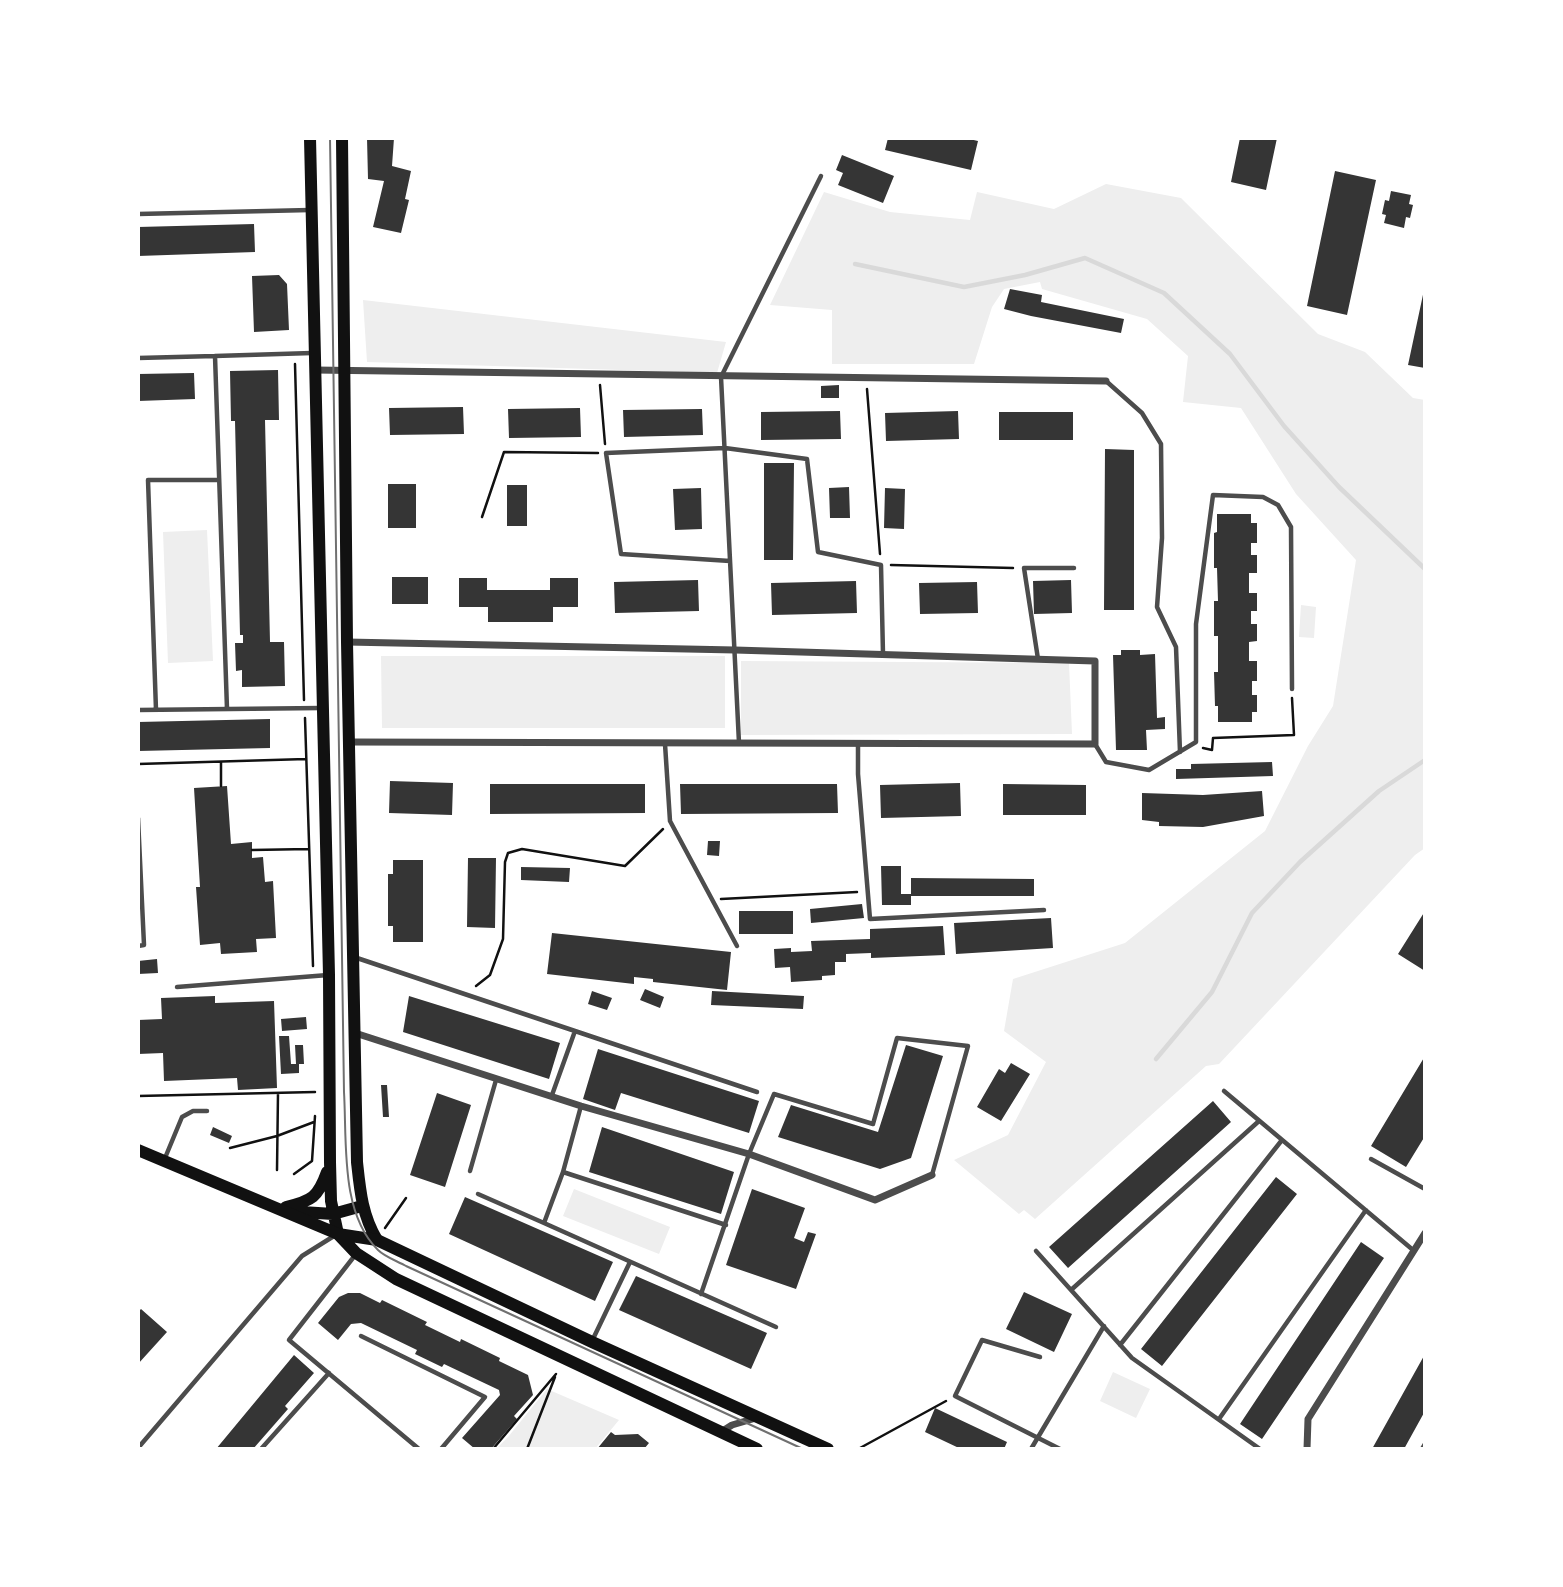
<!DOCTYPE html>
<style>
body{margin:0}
#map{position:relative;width:1563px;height:1587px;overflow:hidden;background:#fff;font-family:"Golos Text",sans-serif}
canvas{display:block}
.frame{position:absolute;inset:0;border:140px solid #fff;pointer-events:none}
</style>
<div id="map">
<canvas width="1563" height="1587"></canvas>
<div class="frame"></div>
</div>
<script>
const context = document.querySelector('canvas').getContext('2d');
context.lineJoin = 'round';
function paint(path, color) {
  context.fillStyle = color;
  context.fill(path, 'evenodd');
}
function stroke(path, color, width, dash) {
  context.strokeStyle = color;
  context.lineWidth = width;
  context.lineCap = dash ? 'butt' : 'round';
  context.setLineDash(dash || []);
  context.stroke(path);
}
paint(new Path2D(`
 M1106 184 1181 198 1318 334 1365 352 1413 398 1425 400V848L1415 855 1219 1064 1206 1066 1035 1219 1024 1210 1019 1214 954 1160 1008 1135 1046 1062 1004 1031 1013 979 1125 943 1265 831 1308 746 1333 706 1356 560 1296 494 1241 408 1183 402 1188 356 1147 319 1042 289 1040 282 1004 289 992 307 974 364H832V310L770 305 824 192 890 212 970 220 977 192 1054 209Z
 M363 300 726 342 717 373 367 362Z
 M207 530 213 661 168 663 163 532Z
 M1301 605 1316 607 1314 638 1299 637Z
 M381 656H725V728H382Z
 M741 661 1069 663 1072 734 741 735Z
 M574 1189 670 1227 659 1254 563 1216Z
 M1113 1372 1150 1389 1136 1418 1100 1401Z
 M547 1389 619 1420 595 1449H496L508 1437Z`), '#eee');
stroke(new Path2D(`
 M855 264 964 287 1025 275 1085 258 1164 293 1230 354 1284 426 1339 487 1425 569
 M1156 1059 1212 992 1252 913 1300 862 1379 791 1425 760`), '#d9d9d9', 4.5);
paint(new Path2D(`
 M367 138H394L392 166 411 171 405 199 409 200 401 233 373 227 384 181 368 179Z
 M888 138H965L978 141 971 170 885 150Z
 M1240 138H1277L1266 190 1231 182Z
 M842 155 894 176 883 203 838 185 843 173 836 170Z
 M1335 171 1376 180 1347 315 1307 306Z
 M1391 191 1411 195 1409 204 1413 205 1410 218 1406 217 1404 228 1384 223 1386 215 1382 214 1385 200 1389 201Z
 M254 224 255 252 138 256V227Z
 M279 275 287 284 289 330 254 332 252 276Z
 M1010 289 1042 295 1041 302 1124 319 1121 333 1031 316 1004 309Z
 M1424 290H1425V368L1408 365Z
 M278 370 279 420H265L270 642H284L285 686 242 687V670L236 671 235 643H243V635H240L235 421H231L230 371Z
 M194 373 195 399 138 401V374Z
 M839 385V398H821V386Z
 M463 407 464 434 390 435 389 408Z
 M580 408 581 437 509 438 508 409Z
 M702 409 703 435 624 437 623 410Z
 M840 411 841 439 761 440V412Z
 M958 411 959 439 886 441 885 413Z
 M999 412H1073V440H999Z
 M1105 449 1134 450V610H1104Z
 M764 463H794L793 560H764Z
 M388 484H416V528H388Z
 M507 485H527V526H507Z
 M849 487 850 518H830L829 488Z
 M701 488 702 529 675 530 673 489Z
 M885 488 905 489 904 529 884 528Z
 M1217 514H1251V523H1257V543H1251V555H1257V573H1249V593H1257V611H1251V624H1257V641L1249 642V661H1257V681H1252V695H1257V712H1252V722H1218V706H1215L1214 672H1218V636H1214V601H1218L1217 568H1214V533L1217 532Z
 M392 577H428V604H392Z
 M459 578H487V590H550V578H578V607H553V622H488V607H459Z
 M698 580 699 611 615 613 614 582Z
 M1071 580 1072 613 1034 614 1033 581Z
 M856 581 857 613 772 615 771 583Z
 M977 582 978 613 920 614 919 583Z
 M1121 650H1140V655L1155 654 1157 718 1165 717V729L1146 730 1147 750H1116L1113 655H1121Z
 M270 719V748L138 751V722Z
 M1272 762 1273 776 1176 779V769H1191V764Z
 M390 781 453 783 452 815 389 813Z
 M960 783 961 816 881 818 880 785Z
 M490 784H645V813L490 814Z
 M680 784H837L838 813 681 814Z
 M1003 784 1086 785V815H1003Z
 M227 786 231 844 252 842V858L263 857 265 882 273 881 276 938 256 939 257 952 221 954 220 943 200 945 196 887H200L194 788Z
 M1262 791 1264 816 1203 827 1159 826V822L1142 820V793L1203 795Z
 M708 841H720L719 856 707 855Z
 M468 858H496L495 928 467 927Z
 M393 860H423V942H393V926H388V874H393Z
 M881 866H901V894H911V878L1034 879V896H911V905H882Z
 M521 867 570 868 569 882 521 880Z
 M862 904 864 918 811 923 810 909Z
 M739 911H793V934H739Z
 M1425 911V971L1398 954Z
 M1051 918 1053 948 956 954 954 923Z
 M943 926 945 955 871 958V953L846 954V962H835V975L822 976V980L791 982 790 967 775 968 774 949 791 948V952L812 951 811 941 870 939V929Z
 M552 933 731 952 727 990 653 982V979L634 977V984L547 974Z
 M157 959 158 973 138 974V961Z
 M645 989 664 997 660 1008 640 1000Z
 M592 991 612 998 607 1010 588 1004Z
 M712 991 804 996 803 1009 711 1005Z
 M215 996V1003L274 1001 277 1088 238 1090 237 1078 164 1081 163 1053 138 1054V1020L162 1019 161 998Z
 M409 996 560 1043 549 1079 403 1032Z
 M306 1017 307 1029 282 1031 281 1019Z
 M279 1036H289L291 1064H296L295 1045H303L304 1064H299V1073L281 1074Z
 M906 1045 943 1056 911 1158 880 1169 778 1137 791 1105 878 1132Z
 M598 1049 759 1101 749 1133 621 1093 615 1110 583 1099Z
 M1425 1056V1136L1406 1167 1371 1146Z
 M1011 1063 1030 1074 1001 1121 977 1107 999 1069 1005 1073Z
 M381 1085H387L389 1117H383Z
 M437 1093 471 1105 445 1187 410 1175Z
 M1213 1101 1231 1122 1068 1268 1049 1247Z
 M213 1127 232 1136 229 1143 210 1135Z
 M602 1127 734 1172 721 1214 589 1172Z
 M1276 1177 1297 1194 1162 1366 1141 1349Z
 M752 1189 805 1208 794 1238 804 1242 808 1232 816 1234 796 1289 726 1265Z
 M465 1197 613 1262 595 1301 449 1234Z
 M1361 1242 1384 1258 1262 1439 1240 1424Z
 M636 1276 767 1333 751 1369 619 1310Z
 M1024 1292 1072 1314 1054 1352 1006 1329Z
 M348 1293H360L380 1303 382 1300 427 1322 425 1325 460 1342 461 1339 500 1358 499 1361 528 1375 533 1395 514 1416 517 1419 491 1449H475L462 1438 500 1395 499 1390 444 1364 442 1367 415 1354 417 1350 361 1323 351 1324 338 1340 318 1323 339 1297Z
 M141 1309 167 1332 138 1364V1312Z
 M1425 1354V1411L1404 1449H1372Z
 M294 1355 314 1373 285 1406 288 1409 253 1449H216Z
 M935 1408 1007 1442 1004 1449H961L925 1432Z
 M611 1432 615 1435 638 1434 649 1443 644 1449H597Z`), '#353535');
stroke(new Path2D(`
 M295 364 304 700
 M600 385 605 444
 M867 389 880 554
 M482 517 504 452 598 453
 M891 565 1013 568
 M305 718 313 966
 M1203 748 1212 750 1213 738 1294 735 1292 698
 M221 762V786
 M138 764 306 759
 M252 850 309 849
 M721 899 857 892
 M476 986 490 975 503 939 505 862 508 853 522 849 625 866 663 829
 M138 1096 315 1092
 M230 1148 277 1136 314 1122
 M277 1170 278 1093
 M294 1174 312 1161 315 1116
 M385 1228 406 1198
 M860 1448 946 1401
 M493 1449 556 1374
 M527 1449 555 1377`), '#111', 2.5);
stroke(new Path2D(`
 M138 214 310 210
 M138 358 215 356
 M1106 381 1142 413 1161 444 1162 538 1157 607 1176 647 1180 752
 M730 561 621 554 606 453 725 448 807 459 818 552 881 565 883 654
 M1038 659 1024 568H1074
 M227 709 215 356 312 353
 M138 710 321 708
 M156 710 148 480H219
 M739 743 721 377 821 176
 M665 744 670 821 737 946
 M858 744V774L870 919 1044 910
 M1095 744 1106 762 1149 770 1196 742V624L1213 495 1263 497 1278 505 1291 527 1292 689
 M138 818 144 945 138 946
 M357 958 575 1031 552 1095
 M177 987 328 975
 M575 1031 757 1092
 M1224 1091 1413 1250
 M581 1106 563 1172 726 1225
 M165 1158 182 1117 193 1111H207
 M1371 1159 1425 1189
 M470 1171 496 1080
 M563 1172 544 1223 776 1327
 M478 1194 544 1223
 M1036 1251 1132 1358 1260 1449
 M356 1254 289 1340 419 1449
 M1071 1290 1259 1121
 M701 1294 749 1154 774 1094 873 1124 897 1038 968 1046 932 1175
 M361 1336 485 1397 441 1449
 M592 1341 630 1262
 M1120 1345 1282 1140
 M1040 1357 982 1340 955 1396 1060 1449
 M1219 1419 1366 1210
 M138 1448 302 1256 334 1236
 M261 1449 329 1373
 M1031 1449 1104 1326
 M1422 1449 1425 1444`), '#4c4c4c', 4.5);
stroke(new Path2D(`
 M315 370 1106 381
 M347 642 735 650 1095 661V744L350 742
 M355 1033 581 1106 749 1154 875 1200 932 1175
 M721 1432 732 1425 756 1418
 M1307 1449 1308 1419 1425 1233`), '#4c4c4c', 7);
stroke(new Path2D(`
 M310 138 329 975 330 1162 331 1201 338 1234
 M342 138 347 642 357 1162C360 1190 362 1215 377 1240
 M286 1207C312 1201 318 1197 327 1172
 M287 1211 333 1214 362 1206`), '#111', 12);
stroke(new Path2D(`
 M138 1150 338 1234 377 1240 592 1342 828 1449
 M338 1234 356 1253 396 1279 757 1449`), '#111', 12);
stroke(new Path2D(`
 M330 138 344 1092C347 1142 340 1213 378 1250 385 1257 397 1261 406 1266L803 1449`), '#707070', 2);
</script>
....................
# [What to work on]
An exact copy of the lines above between the line holding "M598 1049 759" and the line holding "M730 561 621", inclusive, is the whole answer.

# [Written response]
 M598 1049 759 1101 749 1133 621 1093 615 1110 583 1099Z
 M1425 1056V1136L1406 1167 1371 1146Z
 M1011 1063 1030 1074 1001 1121 977 1107 999 1069 1005 1073Z
 M381 1085H387L389 1117H383Z
 M437 1093 471 1105 445 1187 410 1175Z
 M1213 1101 1231 1122 1068 1268 1049 1247Z
 M213 1127 232 1136 229 1143 210 1135Z
 M602 1127 734 1172 721 1214 589 1172Z
 M1276 1177 1297 1194 1162 1366 1141 1349Z
 M752 1189 805 1208 794 1238 804 1242 808 1232 816 1234 796 1289 726 1265Z
 M465 1197 613 1262 595 1301 449 1234Z
 M1361 1242 1384 1258 1262 1439 1240 1424Z
 M636 1276 767 1333 751 1369 619 1310Z
 M1024 1292 1072 1314 1054 1352 1006 1329Z
 M348 1293H360L380 1303 382 1300 427 1322 425 1325 460 1342 461 1339 500 1358 499 1361 528 1375 533 1395 514 1416 517 1419 491 1449H475L462 1438 500 1395 499 1390 444 1364 442 1367 415 1354 417 1350 361 1323 351 1324 338 1340 318 1323 339 1297Z
 M141 1309 167 1332 138 1364V1312Z
 M1425 1354V1411L1404 1449H1372Z
 M294 1355 314 1373 285 1406 288 1409 253 1449H216Z
 M935 1408 1007 1442 1004 1449H961L925 1432Z
 M611 1432 615 1435 638 1434 649 1443 644 1449H597Z`), '#353535');
stroke(new Path2D(`
 M295 364 304 700
 M600 385 605 444
 M867 389 880 554
 M482 517 504 452 598 453
 M891 565 1013 568
 M305 718 313 966
 M1203 748 1212 750 1213 738 1294 735 1292 698
 M221 762V786
 M138 764 306 759
 M252 850 309 849
 M721 899 857 892
 M476 986 490 975 503 939 505 862 508 853 522 849 625 866 663 829
 M138 1096 315 1092
 M230 1148 277 1136 314 1122
 M277 1170 278 1093
 M294 1174 312 1161 315 1116
 M385 1228 406 1198
 M860 1448 946 1401
 M493 1449 556 1374
 M527 1449 555 1377`), '#111', 2.5);
stroke(new Path2D(`
 M138 214 310 210
 M138 358 215 356
 M1106 381 1142 413 1161 444 1162 538 1157 607 1176 647 1180 752
 M730 561 621 554 606 453 725 448 807 459 818 552 881 565 883 654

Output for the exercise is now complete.